What the exercise asks: Isolate every line in the records below with "Arias" in it.

Entries shown:

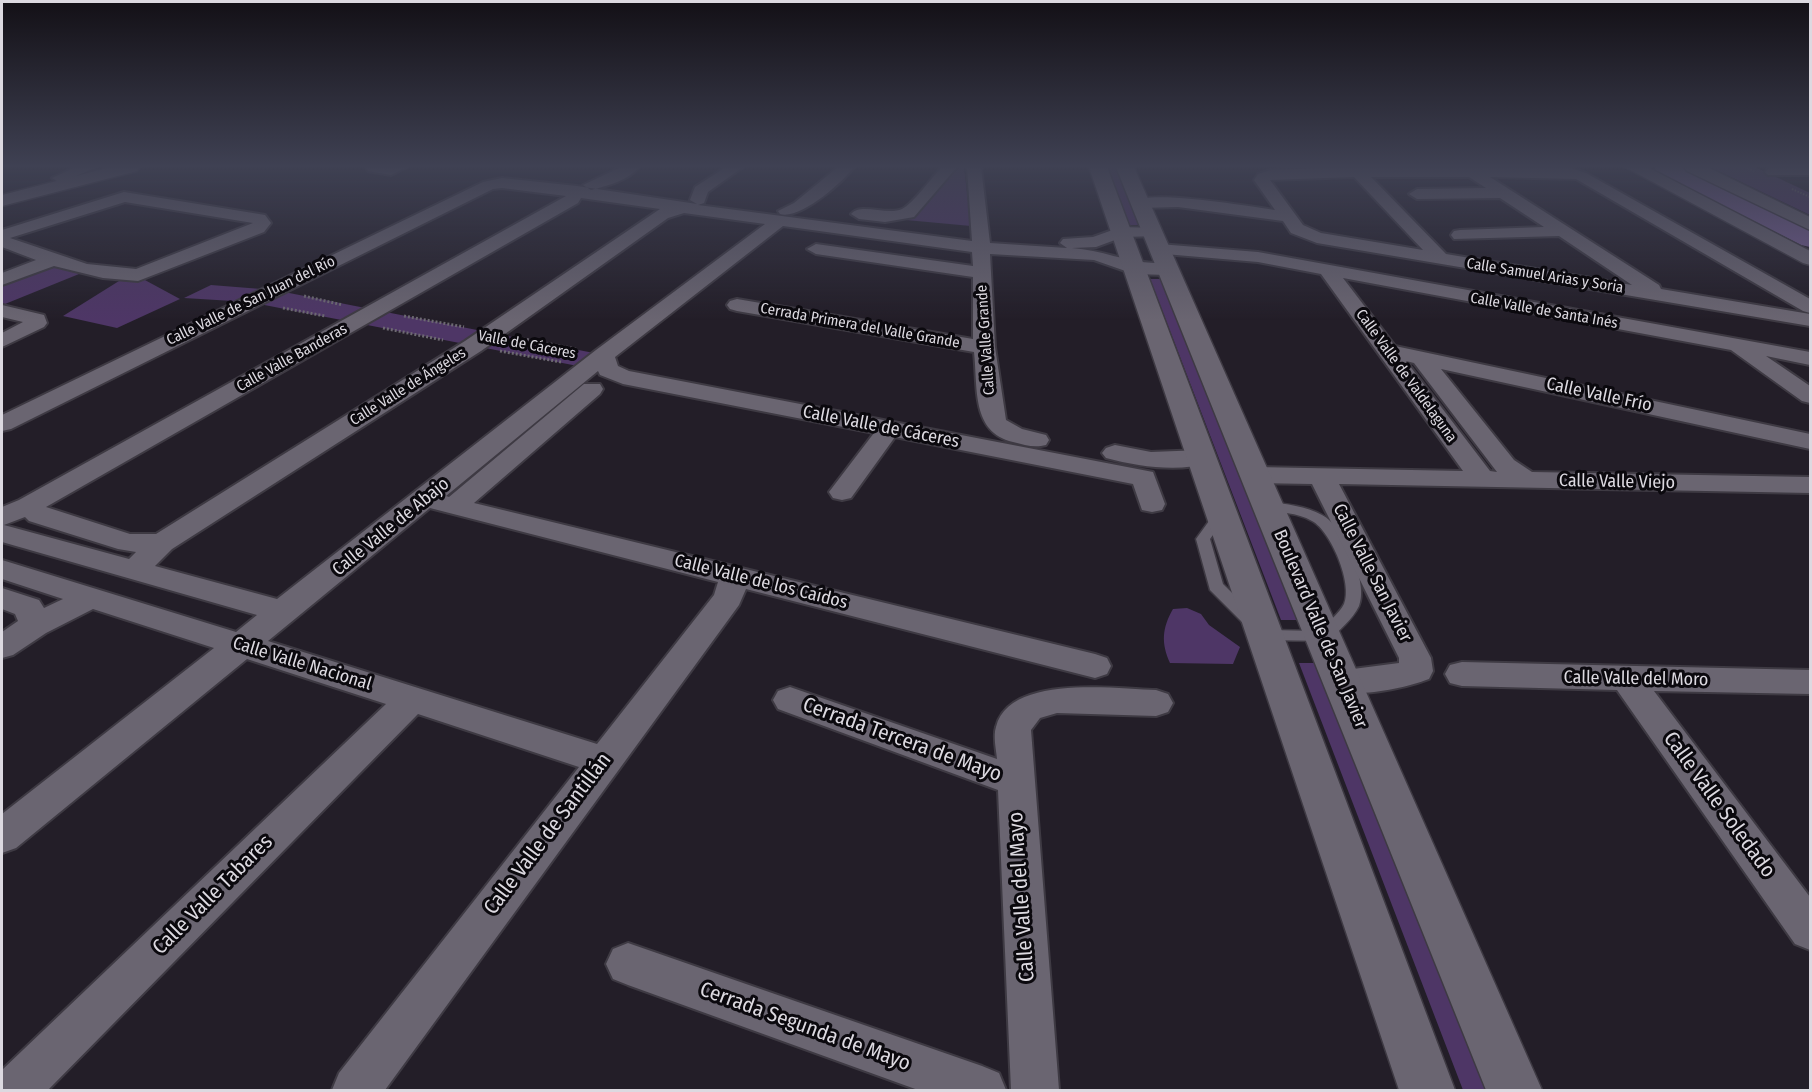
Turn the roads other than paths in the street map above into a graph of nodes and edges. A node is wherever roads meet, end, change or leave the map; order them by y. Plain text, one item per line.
1 (57, 218) edge
2 (254, 218) edge
3 (422, 218) edge
4 (535, 218) edge
5 (656, 218) edge
6 (781, 218) edge
7 (825, 218) edge
8 (979, 218) edge
9 (1127, 218) edge
10 (1157, 218) edge
11 (1161, 218) edge
12 (1289, 218) edge
13 (1402, 218) edge
14 (1542, 218) edge
15 (1654, 218) edge
16 (1731, 218) edge
17 (1563, 231) junction
18 (1136, 234) edge
19 (2, 235) edge
20 (1460, 235) dead end
21 (2, 242) edge
22 (981, 244) junction
23 (816, 249) dead end
24 (1440, 258) junction
25 (1810, 259) edge
26 (53, 260) junction
27 (1329, 272) junction
28 (982, 273) junction
29 (2, 279) edge
30 (1661, 295) junction
31 (737, 305) dead end
32 (1810, 307) edge
33 (2, 311) edge
34 (1810, 320) edge
35 (2, 341) edge
36 (1735, 346) junction
37 (984, 347) junction
38 (1388, 351) junction
39 (1421, 358) junction
40 (1810, 358) edge
41 (596, 361) junction
42 (623, 376) junction
43 (1810, 396) edge
44 (2, 424) edge
45 (889, 429) junction
46 (1810, 442) edge
47 (1202, 458) junction
48 (1322, 477) junction
49 (1482, 479) junction
50 (1527, 481) junction
51 (1810, 485) edge
52 (1261, 490) junction
53 (842, 492) dead end
54 (440, 502) junction
55 (1152, 504) dead end
56 (29, 506) junction
57 (2, 517) edge
58 (2, 534) edge
59 (162, 543) junction
60 (51, 549) junction
61 (133, 572) junction
62 (735, 576) junction
63 (5, 580) edge
64 (92, 597) junction
65 (285, 612) junction
66 (34, 625) junction
67 (1266, 636) junction
68 (1323, 637) junction
69 (242, 645) junction
70 (2, 647) edge
71 (1095, 666) dead end
72 (1462, 674) dead end
73 (1627, 679) junction
74 (1342, 681) junction
75 (1810, 682) edge
76 (412, 699) junction
77 (790, 700) dead end
78 (1156, 703) dead end
79 (603, 760) junction
80 (1014, 780) junction
81 (2, 836) edge
82 (1810, 930) edge
83 (628, 964) dead end
84 (15, 1090) edge
85 (356, 1090) edge
86 (982, 1090) edge
87 (1035, 1090) edge
88 (1427, 1090) edge
89 (1514, 1090) edge

1 - 19 street
2 - 26 street
3 - 44 street, Calle Valle de San Juan del Río
4 - 56 street, Calle Valle Banderas
5 - 59 street, Calle Valle de Ángeles
6 - 41 street, Calle Valle de Abajo
7 - 22 street, Calle Valle de Santa Inés
8 - 22 street, Calle Valle Grande
9 - 18 main road, Boulevard Valle de San Javier
10 - 18 street
11 - 18 street
12 - 24 street, Calle Samuel Arias y Soria
13 - 24 street
14 - 17 street
15 - 32 street, Calle Samuel Arias y Soria
16 - 25 main road
17 - 20 street
17 - 30 street
18 - 22 street, Calle Valle de Santa Inés
18 - 27 street, Calle Valle de Santa Inés
18 - 47 main road, Boulevard Valle de San Javier
18 - 52 main road, Boulevard Valle de San Javier
21 - 26 street
22 - 28 street, Calle Valle Grande
23 - 28 street
24 - 30 street, Calle Samuel Arias y Soria
26 - 29 street
27 - 36 street, Calle Valle de Santa Inés
27 - 38 street, Calle Valle de Valdelaguna
28 - 37 street, Calle Valle Grande
30 - 34 street, Calle Samuel Arias y Soria
31 - 37 street, Cerrada Primera del Valle Grande
33 - 35 street
36 - 40 street, Calle Valle de Santa Inés
36 - 43 street
37 - 47 street, Calle Valle Grande
38 - 39 street, Calle Valle Frío
38 - 49 street, Calle Valle de Valdelaguna
39 - 46 street, Calle Valle Frío
39 - 50 street, Calle Valle de Valdelaguna
41 - 42 street
41 - 54 street, Calle Valle de Abajo
42 - 45 street, Calle Valle de Cáceres
42 - 54 street, Calle Valle de Abajo
45 - 53 street
45 - 55 street, Calle Valle de Cáceres
47 - 67 main road, Boulevard Valle de San Javier
48 - 49 street, Calle Valle Viejo
48 - 52 street, Calle Valle Viejo
48 - 74 street, Calle Valle San Javier
49 - 50 street, Calle Valle Viejo
50 - 51 street, Calle Valle Viejo
52 - 68 main road, Boulevard Valle de San Javier
52 - 68 lane
54 - 62 street, Calle Valle de los Caídos
54 - 65 street, Calle Valle de Abajo
56 - 57 street, Calle Valle Banderas
56 - 59 street
58 - 60 street
59 - 61 street, Calle Valle de Ángeles
60 - 61 street
60 - 63 street
61 - 65 street
62 - 71 street, Calle Valle de los Caídos
62 - 79 street, Calle Valle de Santillán
63 - 64 street, Calle Valle Nacional
63 - 66 street
64 - 66 street
64 - 69 street, Calle Valle Nacional
65 - 69 street, Calle Valle de Abajo
66 - 70 street
67 - 68 lane
67 - 88 main road, Boulevard Valle de San Javier
68 - 74 main road, Boulevard Valle de San Javier
69 - 76 street, Calle Valle Nacional
69 - 81 street, Calle Valle de Abajo
72 - 73 street, Calle Valle del Moro
73 - 75 street, Calle Valle del Moro
73 - 82 street, Calle Valle Soledado
74 - 89 main road, Boulevard Valle de San Javier
76 - 79 street, Calle Valle Nacional
76 - 84 street, Calle Valle Tabares
77 - 80 street, Cerrada Tercera de Mayo
78 - 80 street, Calle Valle del Mayo
79 - 85 street, Calle Valle de Santillán
80 - 87 street, Calle Valle del Mayo
83 - 86 street, Cerrada Segunda de Mayo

Reply:
12 - 24 street, Calle Samuel Arias y Soria
15 - 32 street, Calle Samuel Arias y Soria
24 - 30 street, Calle Samuel Arias y Soria
30 - 34 street, Calle Samuel Arias y Soria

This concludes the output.